Towards a Machine-Learned Poisson Solver for Low-Temperature Plasma
Simulations in Complex Geometries
- URL: http://arxiv.org/abs/2306.07604v1
- Date: Tue, 13 Jun 2023 08:00:59 GMT
- Title: Towards a Machine-Learned Poisson Solver for Low-Temperature Plasma
Simulations in Complex Geometries
- Authors: Ihda Chaerony Siffa, Markus M. Becker, Klaus-Dieter Weltmann, and Jan
Trieschmann
- Abstract summary: In electrostatic self-consistent low-temperature plasma simulations, Poisson's equation is solved at each simulation time step.

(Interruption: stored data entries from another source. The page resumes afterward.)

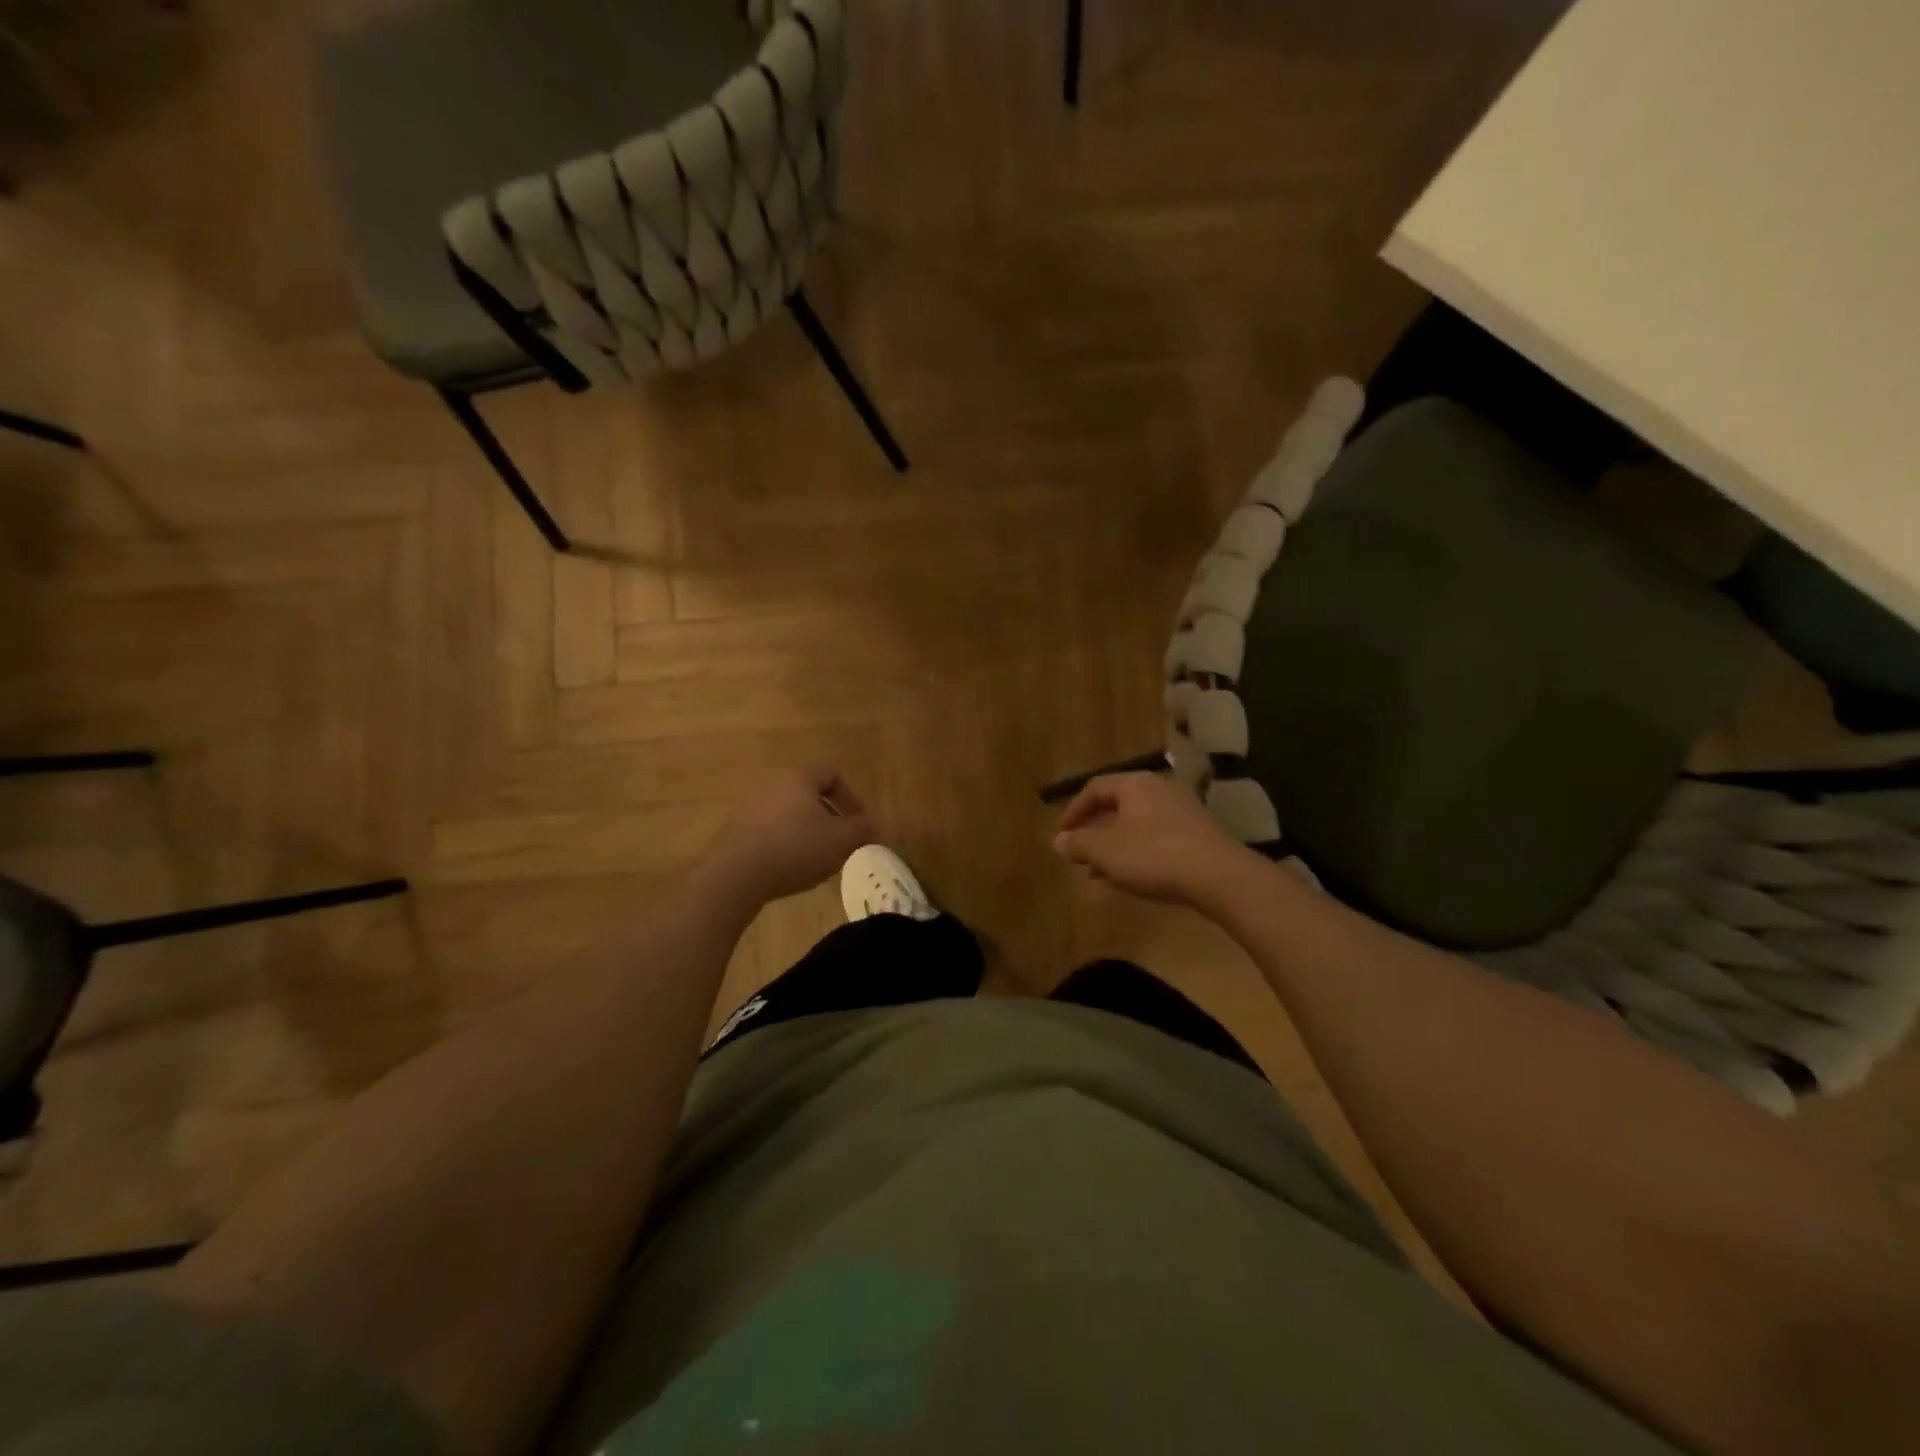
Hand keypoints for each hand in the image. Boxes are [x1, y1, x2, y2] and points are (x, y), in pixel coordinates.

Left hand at [703, 767, 874, 907]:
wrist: (735, 875)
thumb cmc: (795, 848)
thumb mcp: (841, 840)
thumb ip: (861, 829)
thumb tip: (870, 825)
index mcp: (799, 779)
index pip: (831, 774)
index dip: (851, 796)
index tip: (860, 823)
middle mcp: (772, 786)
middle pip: (808, 795)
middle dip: (830, 818)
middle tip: (841, 843)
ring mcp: (749, 808)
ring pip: (788, 815)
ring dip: (806, 833)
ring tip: (817, 861)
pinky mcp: (734, 833)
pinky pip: (769, 833)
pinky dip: (784, 846)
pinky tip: (789, 870)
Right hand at [1052, 773, 1252, 907]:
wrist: (1220, 876)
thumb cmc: (1154, 855)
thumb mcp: (1106, 851)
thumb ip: (1079, 844)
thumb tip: (1059, 840)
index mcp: (1135, 784)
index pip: (1095, 788)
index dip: (1074, 811)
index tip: (1063, 835)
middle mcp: (1159, 789)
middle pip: (1118, 806)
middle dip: (1095, 833)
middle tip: (1081, 855)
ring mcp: (1183, 810)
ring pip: (1138, 825)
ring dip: (1115, 847)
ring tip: (1100, 874)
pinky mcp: (1198, 833)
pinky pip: (1158, 838)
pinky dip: (1138, 853)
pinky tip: (1131, 879)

We develop a generic machine-learned solver specifically designed for the requirements of Poisson simulations in complex 2D reactor geometries.
We train the network using highly-randomized synthetic data to ensure the generalizability of the learned solver to unseen geometries.
- Score: 0.0
- License: http://arxiv.org/licenses/nonexclusive-distrib/1.0/
- Abstract: Poisson's equation plays an important role in modeling many physical systems.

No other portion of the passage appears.